My husband is an Irishman, who emigrated here in 1990. When he first came, I tried to find recipes for the foods that he liked from his home. One of the first things I mastered was Irish Brown Soda Bread. I have learned that NOTHING goes better with Maryland Crab soup than Irish Brown Soda Bread.
It was rather prophetic really, we have been married for twenty-two years and we still go together well. Much to my distress, we were apart for the last six weeks while he finished some work in New Jersey but he has finally rejoined me in Florida. God is in his heaven and all is right with the world.

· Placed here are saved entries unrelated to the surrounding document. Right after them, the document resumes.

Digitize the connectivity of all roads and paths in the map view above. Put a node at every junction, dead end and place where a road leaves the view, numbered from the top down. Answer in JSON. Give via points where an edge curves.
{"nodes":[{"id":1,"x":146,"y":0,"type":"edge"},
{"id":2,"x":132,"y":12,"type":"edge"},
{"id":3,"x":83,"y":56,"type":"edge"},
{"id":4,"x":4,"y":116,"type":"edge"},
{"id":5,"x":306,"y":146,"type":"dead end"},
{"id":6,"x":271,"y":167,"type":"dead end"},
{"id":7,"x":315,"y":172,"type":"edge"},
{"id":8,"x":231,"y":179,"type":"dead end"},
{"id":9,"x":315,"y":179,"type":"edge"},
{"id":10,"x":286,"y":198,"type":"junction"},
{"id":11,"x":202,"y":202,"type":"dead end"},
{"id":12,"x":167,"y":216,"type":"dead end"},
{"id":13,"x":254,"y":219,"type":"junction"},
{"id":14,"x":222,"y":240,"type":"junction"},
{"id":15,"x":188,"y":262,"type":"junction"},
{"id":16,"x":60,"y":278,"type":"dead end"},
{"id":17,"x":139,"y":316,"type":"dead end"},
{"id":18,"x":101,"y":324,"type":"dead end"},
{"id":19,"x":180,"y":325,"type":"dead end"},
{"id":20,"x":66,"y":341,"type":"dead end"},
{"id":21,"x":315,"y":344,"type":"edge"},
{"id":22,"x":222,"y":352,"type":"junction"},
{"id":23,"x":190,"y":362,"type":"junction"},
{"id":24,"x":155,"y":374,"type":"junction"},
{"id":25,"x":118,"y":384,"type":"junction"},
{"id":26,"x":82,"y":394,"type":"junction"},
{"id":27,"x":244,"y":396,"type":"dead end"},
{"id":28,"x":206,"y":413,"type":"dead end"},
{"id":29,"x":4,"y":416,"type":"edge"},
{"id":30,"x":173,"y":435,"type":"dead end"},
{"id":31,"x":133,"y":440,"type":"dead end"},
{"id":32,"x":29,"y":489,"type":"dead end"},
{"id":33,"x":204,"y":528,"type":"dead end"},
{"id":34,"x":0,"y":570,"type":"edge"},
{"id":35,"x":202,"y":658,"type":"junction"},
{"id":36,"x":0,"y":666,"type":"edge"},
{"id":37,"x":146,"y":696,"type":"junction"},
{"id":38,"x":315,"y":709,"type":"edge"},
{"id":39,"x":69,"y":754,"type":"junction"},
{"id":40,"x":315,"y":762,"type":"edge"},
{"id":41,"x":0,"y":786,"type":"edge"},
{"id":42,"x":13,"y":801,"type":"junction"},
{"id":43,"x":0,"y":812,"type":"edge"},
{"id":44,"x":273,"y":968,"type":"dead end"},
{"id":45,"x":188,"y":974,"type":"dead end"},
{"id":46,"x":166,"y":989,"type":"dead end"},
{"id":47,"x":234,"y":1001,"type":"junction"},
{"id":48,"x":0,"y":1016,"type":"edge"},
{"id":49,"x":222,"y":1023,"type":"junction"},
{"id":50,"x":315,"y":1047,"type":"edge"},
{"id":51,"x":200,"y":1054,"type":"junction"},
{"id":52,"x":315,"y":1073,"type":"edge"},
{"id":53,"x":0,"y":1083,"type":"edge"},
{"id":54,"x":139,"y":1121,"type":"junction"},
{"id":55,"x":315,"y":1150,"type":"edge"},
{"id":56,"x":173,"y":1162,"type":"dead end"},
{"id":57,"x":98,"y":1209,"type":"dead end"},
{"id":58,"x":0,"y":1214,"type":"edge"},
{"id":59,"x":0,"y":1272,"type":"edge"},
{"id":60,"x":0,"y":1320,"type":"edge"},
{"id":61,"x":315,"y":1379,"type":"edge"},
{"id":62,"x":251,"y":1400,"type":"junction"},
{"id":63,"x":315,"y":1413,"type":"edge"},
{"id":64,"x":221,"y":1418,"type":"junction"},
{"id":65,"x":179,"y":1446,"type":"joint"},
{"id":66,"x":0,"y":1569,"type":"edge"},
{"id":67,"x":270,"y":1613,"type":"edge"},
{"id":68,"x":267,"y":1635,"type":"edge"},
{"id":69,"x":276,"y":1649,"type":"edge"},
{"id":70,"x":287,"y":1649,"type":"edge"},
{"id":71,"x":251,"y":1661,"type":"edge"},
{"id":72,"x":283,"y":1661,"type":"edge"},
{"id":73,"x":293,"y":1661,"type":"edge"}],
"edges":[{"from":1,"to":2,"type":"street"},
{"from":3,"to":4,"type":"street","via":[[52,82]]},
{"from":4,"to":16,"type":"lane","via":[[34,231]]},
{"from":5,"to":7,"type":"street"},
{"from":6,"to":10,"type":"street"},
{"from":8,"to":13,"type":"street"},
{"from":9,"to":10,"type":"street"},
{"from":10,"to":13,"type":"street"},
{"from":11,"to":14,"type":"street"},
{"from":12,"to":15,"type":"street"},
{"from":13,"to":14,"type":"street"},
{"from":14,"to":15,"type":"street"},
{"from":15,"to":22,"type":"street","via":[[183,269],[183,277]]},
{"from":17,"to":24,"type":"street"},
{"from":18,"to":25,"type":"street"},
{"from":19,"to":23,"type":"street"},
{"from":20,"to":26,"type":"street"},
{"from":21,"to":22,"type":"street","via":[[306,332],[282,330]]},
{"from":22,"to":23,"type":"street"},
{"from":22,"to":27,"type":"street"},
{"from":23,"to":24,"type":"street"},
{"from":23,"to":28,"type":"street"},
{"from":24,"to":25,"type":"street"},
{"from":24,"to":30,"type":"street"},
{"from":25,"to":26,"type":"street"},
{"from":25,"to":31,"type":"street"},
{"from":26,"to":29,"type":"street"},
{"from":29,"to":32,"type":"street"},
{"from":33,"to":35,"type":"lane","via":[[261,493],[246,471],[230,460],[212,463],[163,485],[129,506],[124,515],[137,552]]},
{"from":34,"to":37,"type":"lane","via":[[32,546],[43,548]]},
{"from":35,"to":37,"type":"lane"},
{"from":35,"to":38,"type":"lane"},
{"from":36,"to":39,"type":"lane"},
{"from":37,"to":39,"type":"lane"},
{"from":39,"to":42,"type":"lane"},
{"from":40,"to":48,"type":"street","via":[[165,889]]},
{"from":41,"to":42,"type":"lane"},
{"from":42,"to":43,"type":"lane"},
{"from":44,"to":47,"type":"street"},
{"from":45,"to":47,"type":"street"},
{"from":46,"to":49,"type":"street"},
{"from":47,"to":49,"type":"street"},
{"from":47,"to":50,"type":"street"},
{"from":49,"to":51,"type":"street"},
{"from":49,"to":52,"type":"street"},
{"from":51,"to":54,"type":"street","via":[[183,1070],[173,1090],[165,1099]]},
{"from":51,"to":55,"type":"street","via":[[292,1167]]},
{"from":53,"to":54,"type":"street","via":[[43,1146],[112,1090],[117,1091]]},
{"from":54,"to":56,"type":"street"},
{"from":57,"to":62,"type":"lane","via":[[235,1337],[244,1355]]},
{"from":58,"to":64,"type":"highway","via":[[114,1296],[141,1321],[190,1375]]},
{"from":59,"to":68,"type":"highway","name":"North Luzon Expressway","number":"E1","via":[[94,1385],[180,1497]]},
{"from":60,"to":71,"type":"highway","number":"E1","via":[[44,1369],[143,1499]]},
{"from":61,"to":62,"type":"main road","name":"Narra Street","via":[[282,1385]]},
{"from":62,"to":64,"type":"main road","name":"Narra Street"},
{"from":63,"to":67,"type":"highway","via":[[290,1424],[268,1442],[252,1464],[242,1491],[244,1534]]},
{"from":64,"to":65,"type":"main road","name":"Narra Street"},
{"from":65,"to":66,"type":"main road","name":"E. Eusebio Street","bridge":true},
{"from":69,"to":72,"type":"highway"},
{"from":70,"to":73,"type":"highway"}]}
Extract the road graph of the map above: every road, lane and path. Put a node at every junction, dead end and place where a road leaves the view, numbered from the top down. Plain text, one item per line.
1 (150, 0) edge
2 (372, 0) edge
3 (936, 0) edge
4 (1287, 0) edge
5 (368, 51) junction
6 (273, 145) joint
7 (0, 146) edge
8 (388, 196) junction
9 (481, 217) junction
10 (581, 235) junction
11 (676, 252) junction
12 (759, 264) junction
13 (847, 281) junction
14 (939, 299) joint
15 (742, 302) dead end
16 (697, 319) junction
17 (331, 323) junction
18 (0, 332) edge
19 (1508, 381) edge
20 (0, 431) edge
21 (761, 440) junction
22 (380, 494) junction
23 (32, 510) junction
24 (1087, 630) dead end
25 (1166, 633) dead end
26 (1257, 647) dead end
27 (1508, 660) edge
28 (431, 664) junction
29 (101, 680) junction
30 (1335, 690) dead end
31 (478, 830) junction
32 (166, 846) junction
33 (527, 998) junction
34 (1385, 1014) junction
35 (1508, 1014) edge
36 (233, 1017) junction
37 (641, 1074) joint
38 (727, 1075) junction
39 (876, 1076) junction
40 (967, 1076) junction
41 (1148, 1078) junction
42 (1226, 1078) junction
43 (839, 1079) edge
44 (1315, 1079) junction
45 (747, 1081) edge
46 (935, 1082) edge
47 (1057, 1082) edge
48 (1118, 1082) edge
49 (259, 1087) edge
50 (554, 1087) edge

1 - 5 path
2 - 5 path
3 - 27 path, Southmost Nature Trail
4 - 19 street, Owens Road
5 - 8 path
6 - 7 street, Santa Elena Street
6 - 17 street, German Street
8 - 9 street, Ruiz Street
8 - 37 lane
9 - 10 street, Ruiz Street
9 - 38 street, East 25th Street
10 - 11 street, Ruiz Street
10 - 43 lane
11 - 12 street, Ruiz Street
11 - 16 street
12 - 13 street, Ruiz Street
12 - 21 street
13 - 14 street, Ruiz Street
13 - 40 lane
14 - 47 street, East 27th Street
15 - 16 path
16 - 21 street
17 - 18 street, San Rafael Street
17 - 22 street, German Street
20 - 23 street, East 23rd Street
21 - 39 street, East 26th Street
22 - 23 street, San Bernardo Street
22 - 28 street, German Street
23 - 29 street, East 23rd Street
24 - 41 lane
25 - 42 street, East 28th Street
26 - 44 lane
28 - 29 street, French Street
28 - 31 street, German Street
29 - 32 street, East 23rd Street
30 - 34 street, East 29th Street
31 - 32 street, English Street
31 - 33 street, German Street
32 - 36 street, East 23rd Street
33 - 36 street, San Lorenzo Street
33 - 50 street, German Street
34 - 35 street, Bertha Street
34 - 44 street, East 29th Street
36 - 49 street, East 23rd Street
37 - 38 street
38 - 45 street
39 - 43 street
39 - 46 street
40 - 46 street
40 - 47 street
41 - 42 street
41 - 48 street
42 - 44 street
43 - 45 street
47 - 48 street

Therefore, I thought I would share these two gems from our Irish-American merger. This is a great meal on a cool day and in fact, we generally have it every Christmas Eve.
Maryland Crab Soup
2 Tablespoons olive oil
1 Cup chopped onion
1 Cup chopped celery
1 Cup chopped carrots
4 cloves garlic minced or crushed
1 quart Chicken broth
2 potatoes peeled and cut into bite sized cubes
1 14.5 oz. can green beans (with liquid)
1 14.5 oz. can corn (with liquid)
1 14.5 oz. can tomatoes
1 14.5 oz. can tomato sauce
1/3 Cup Old Bay Seasoning
1 Tablespoon sugar
1 quart water
1 lb crab meat
Heat olive oil in a large stock pot and add onion, celery, carrots and garlic. Sauté until onions are soft. Add all remaining ingredients. Bring to boil and reduce heat to simmer. Allow to simmer until potatoes and carrots are tender.
Irish Brown Soda Bread
1 teaspoon salt
1 teaspoon sugar
1 heaping teaspoon cream of tartar
1 heaping teaspoon baking soda
1 1/2 Cups all-purpose flour
3 Cups whole wheat flour
2 Cups sour milk or buttermilk
Sift salt, sugar, cream of tartar, baking soda and All-purpose flour. Add whole wheat flour and lift handfuls to aerate. Make a well in center and add liquid mixing until dough leaves sides of bowl. Knead slightly; adding extra flour if needed. Don’t over knead. Form into a slightly flattened ball. Cut a cross in the loaf and brush top with milk. Bake at 400 for 40 minutes. Turn loaf upside down and return to oven for 5 minutes.
I hope you enjoy this perfect cultural pairing!